_Task directions_. In the entries below, find every line with "Tiến" and copy it.

_Dataset records_.
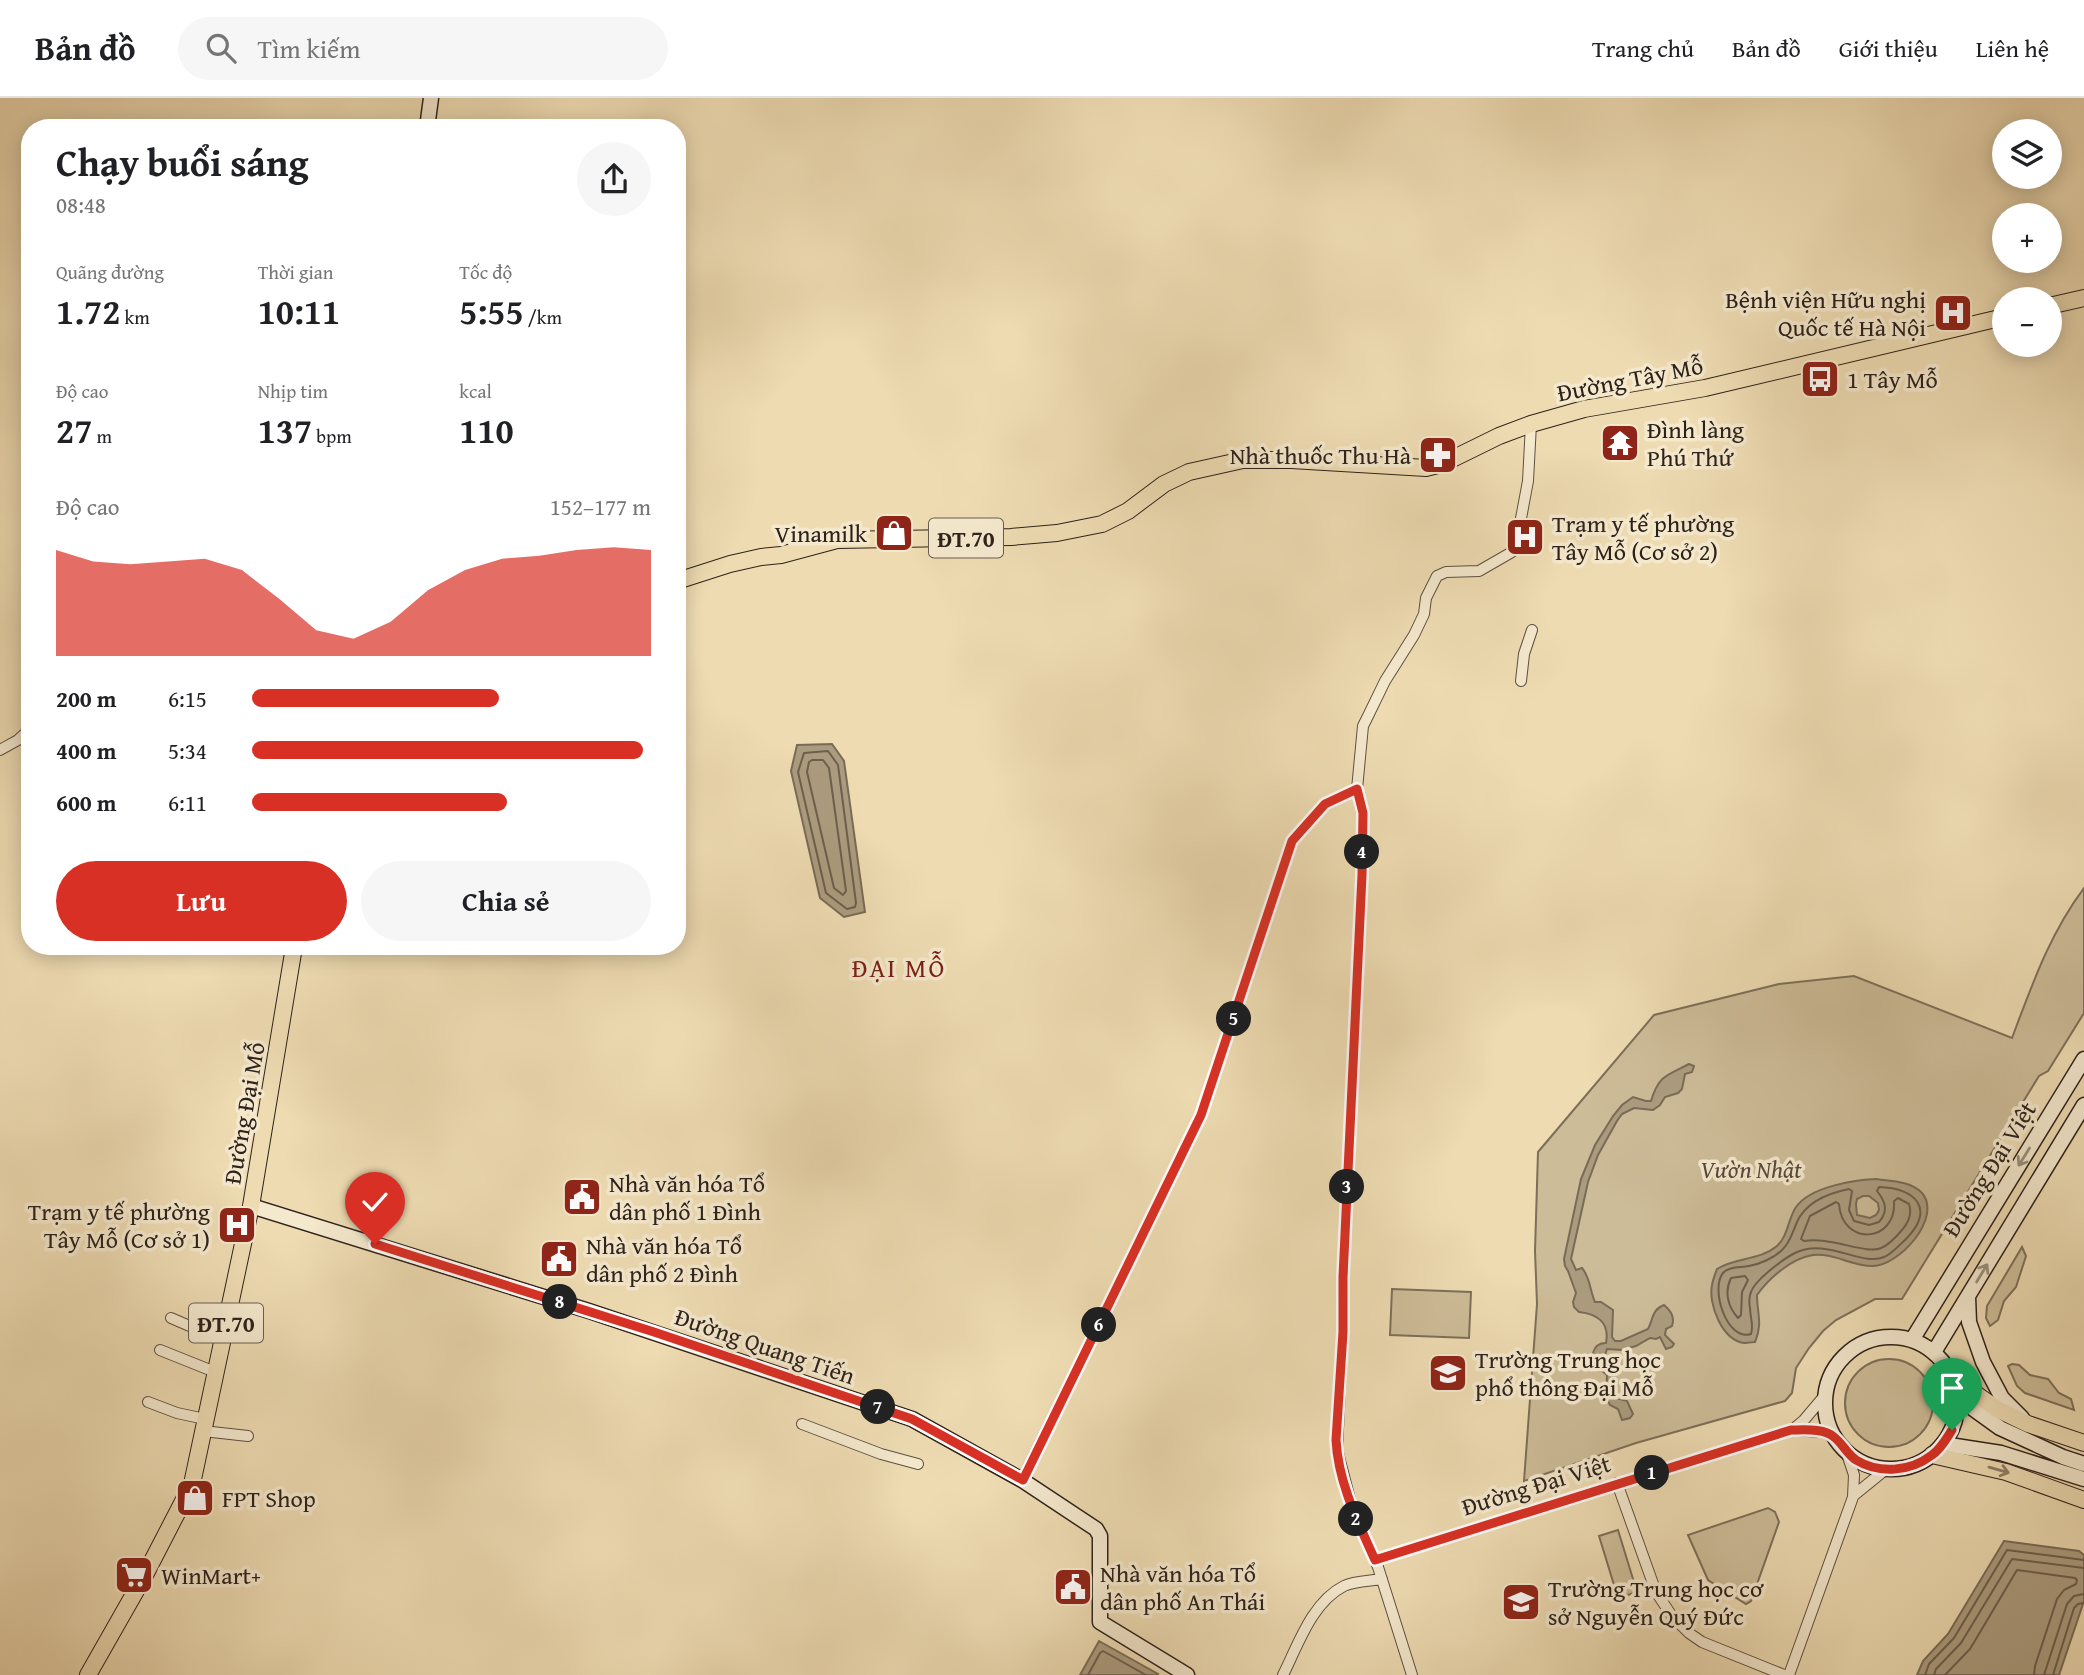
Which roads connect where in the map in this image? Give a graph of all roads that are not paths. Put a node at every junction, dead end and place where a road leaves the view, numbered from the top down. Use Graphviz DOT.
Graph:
graph roads {
  1 [pos="431,98"];
  2 [pos="428,119"];
  3 [pos="2084,298"];
  4 [pos="2062,303"];
  5 [pos="1992,320"];
  6 [pos="1531,424"];
  7 [pos="686,577"];
  8 [pos="1532,630"];
  9 [pos="1521,681"];
  10 [pos="21,737"];
  11 [pos="0,750"];
  12 [pos="1357,789"];
  13 [pos="293,955"];
  14 [pos="2084,1059"];
  15 [pos="2084,1105"];
  16 [pos="2038,1134"];
  17 [pos="2059,1147"];
  18 [pos="251,1206"];
  19 [pos="1968,1296"];
  20 [pos="171,1318"];
  21 [pos="222,1340"];
  22 [pos="1912,1340"];
  23 [pos="160,1350"];
  24 [pos="1934,1352"];
  25 [pos="215,1372"];
  26 [pos="1952,1377"];
  27 [pos="1826,1394"];
  28 [pos="1957,1397"];
  29 [pos="148,1402"];
  30 [pos="802,1424"];
  31 [pos="2028,1424"];
  32 [pos="204,1425"];
  33 [pos="1791,1430"];
  34 [pos="248,1436"];
  35 [pos="1833,1436"];
  36 [pos="2084,1443"];
  37 [pos="1938,1450"];
  38 [pos="1846,1451"];
  39 [pos="918,1464"];
  40 [pos="2084,1464"];
  41 [pos="1885,1470"];
  42 [pos="2084,1479"];
  43 [pos="1023,1480"];
  44 [pos="1617,1483"];
  45 [pos="1853,1497"];
  46 [pos="2084,1500"];
  47 [pos="1375,1560"];
  48 [pos="1382,1579"];
  49 [pos="88,1675"];
  50 [pos="1187,1675"];
  51 [pos="1283,1675"];
  52 [pos="1412,1675"];
  53 [pos="1787,1675"];
  1 -- 2 [label="street"];
  3 -- 4 [label="main road"];
  5 -- 6 [label="main road, Đường Tây Mỗ / ĐT.70"];
  6 -- 7 [label="main road, Đường Tây Mỗ / ĐT.70"];
  6 -- 12 [label="street"];
  8 -- 9 [label="street"];
  10 -- 11 [label="street"];
  12 -- 43 [label="street"];
  12 -- 47 [label="street"];
  13 -- 18 [label="main road, Đường Đại Mỗ / ĐT.70"];
  14 -- 16 [label="street, Đường Đại Việt"];
  15 -- 17 [label="street, Đường Đại Việt"];
  16 -- 17 [label="street"];
  16 -- 22 [label="street, Đường Đại Việt, one-way"];
  19 -- 17 [label="street, Đường Đại Việt, one-way"];
  18 -- 21 [label="main road, Đường Đại Mỗ / ĐT.70"];
  18 -- 43 [label="street, Đường Quang Tiến"];
  19 -- 24 [label="street, Đường Đại Việt"];
  19 -- 31 [label="street"];
  20 -- 21 [label="street"];
  21 -- 25 [label="main road, Đường Đại Mỗ / ĐT.70"];
  22 -- 24 [label="street"];
  22 -- 27 [label="street"];
  23 -- 25 [label="street"];
  24 -- 26 [label="street"];
  25 -- 32 [label="main road, Đường Đại Mỗ / ĐT.70"];
  26 -- 28 [label="street"];
  26 -- 31 [label="main road"];
  27 -- 33 [label="street, Đường Đại Việt"];
  27 -- 35 [label="street"];
  28 -- 37 [label="street"];
  28 -- 40 [label="street"];
  29 -- 32 [label="street"];
  30 -- 39 [label="street"];
  31 -- 36 [label="main road"];
  32 -- 34 [label="street"];
  32 -- 49 [label="main road, Đường Đại Mỗ / ĐT.70"];
  33 -- 35 [label="street, Đường Đại Việt"];
  33 -- 44 [label="street, Đường Đại Việt"];
  35 -- 38 [label="street"];
  37 -- 41 [label="street"];
  37 -- 42 [label="street"];
  37 -- 46 [label="main road, one-way"];
  38 -- 41 [label="street"];
  38 -- 45 [label="street"];
  41 -- 45 [label="street"];
  43 -- 50 [label="street, Đường Quang Tiến"];
  44 -- 47 [label="street, Đường Đại Việt"];
  44 -- 53 [label="street"];
  45 -- 53 [label="street"];
  47 -- 48 [label="street"];
  48 -- 51 [label="street"];
  48 -- 52 [label="street"];
}
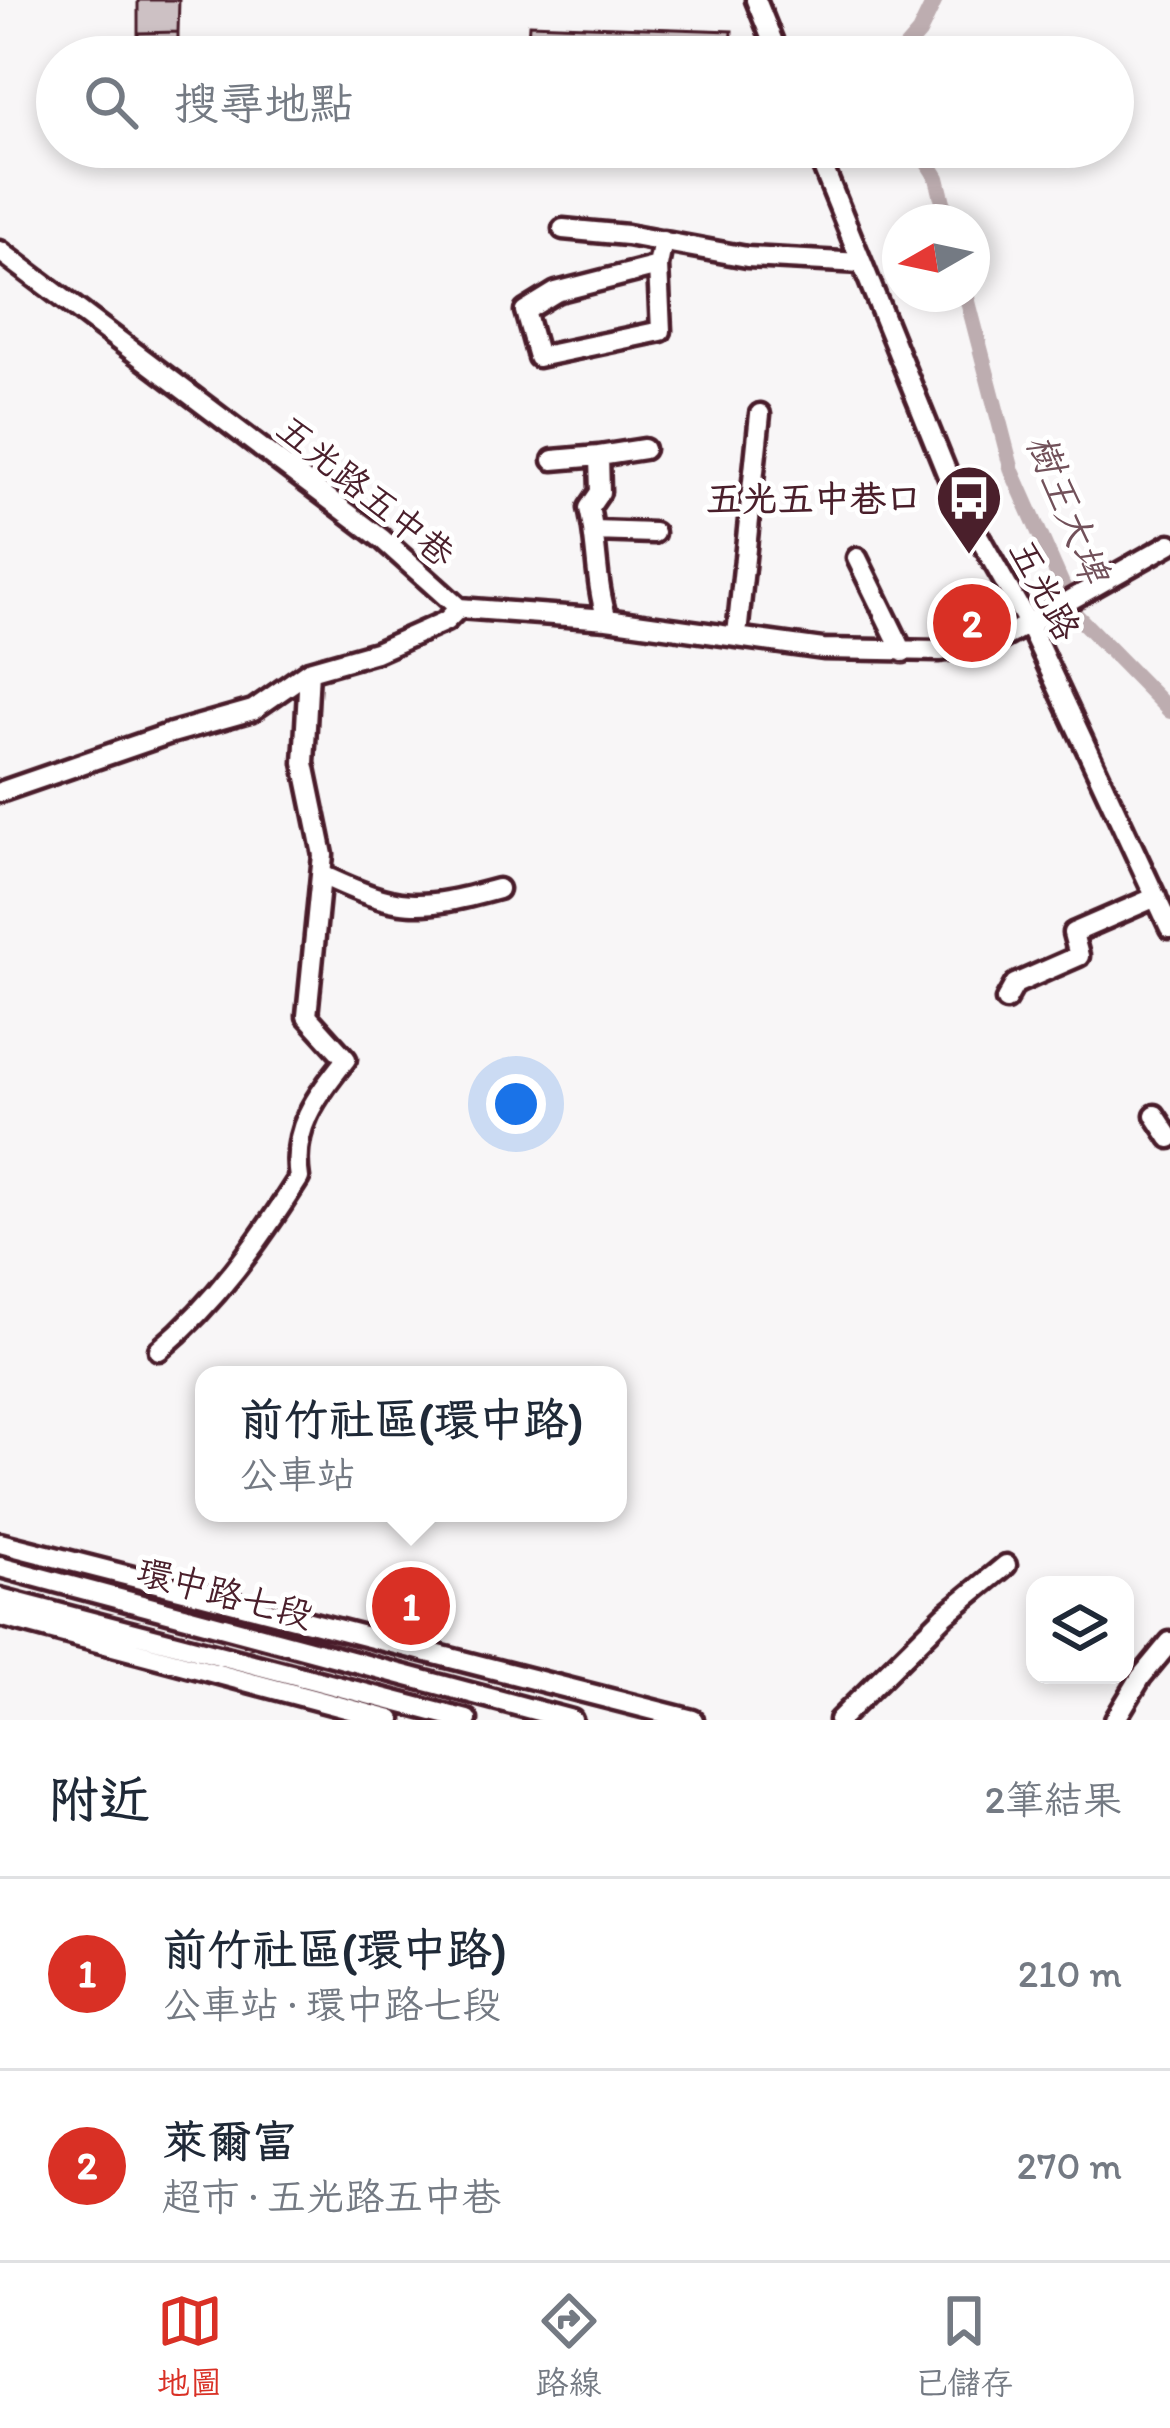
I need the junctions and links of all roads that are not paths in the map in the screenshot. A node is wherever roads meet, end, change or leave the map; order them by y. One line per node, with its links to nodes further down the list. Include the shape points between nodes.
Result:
1 (756, 0): 2 (street)
2 (771, 36)
3 (824, 168): 7 (street, 五光路)
4 (563, 229): 5 (street)
5 (663, 242): 7 (street, via 747,257); 8 (street)
6 (0, 251): 17 (street, 五光路五中巷, via 382,539)
7 (862, 263): 19 (street, 五光路, via 957,498)
8 (658, 266): 8 (street, via 556,292 525,311 538,357 661,331)
9 (760, 414): 20 (street)
10 (644, 448): 11 (street)
11 (599, 456): 12 (street); 13 (street, via 599,492 589,508)
12 (553, 460)
13 (594, 531): 14 (street); 18 (street)
14 (655, 533)
15 (1170, 544): 19 (street, 五光路五中巷)
16 (857, 558): 21 (street)
17 (459, 608): 18 (street, 五光路五中巷); 22 (street, via 376,652)
18 (607, 619): 20 (street, 五光路五中巷)
19 (1029, 625): 21 (street, 五光路五中巷, via 994,643); 26 (street, 五光路)
20 (737, 635): 21 (street, 五光路五中巷)
21 (903, 652)
22 (309, 671): 23 (street, via 253,710); 24 (street, via 304,763)
23 (0, 792)
24 (322, 875): 25 (street, via 414,906); 31 (street, via 307,1016 346,1059 303,1121 292,1189 232,1275)
25 (498, 889)
26 (1156, 897): 27 (street, 五光路); 28 (street, via 1073,933 1079,956 1015,984)
27 (1168, 921)
28 (1006, 1000)
29 (1155, 1115): 30 (street)
30 (1170, 1138)
31 (159, 1350)
32 (3, 1543): 40 (street, 環中路七段)
33 (1006, 1565): 41 (street)
34 (0, 1567): 39 (street, 環中路七段)
35 (1, 1612): 37 (street, 環中路七段); 38 (street, 環中路七段)
36 (1170, 1642): 42 (street)
37 (392, 1720)
38 (467, 1720)
39 (572, 1720)
40 (693, 1720)
41 (839, 1720)
42 (1115, 1720)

_Solution to this problem_.
  18 -- 43 [label="street, Đường Quang Tiến"];
  43 -- 50 [label="street, Đường Quang Tiến"];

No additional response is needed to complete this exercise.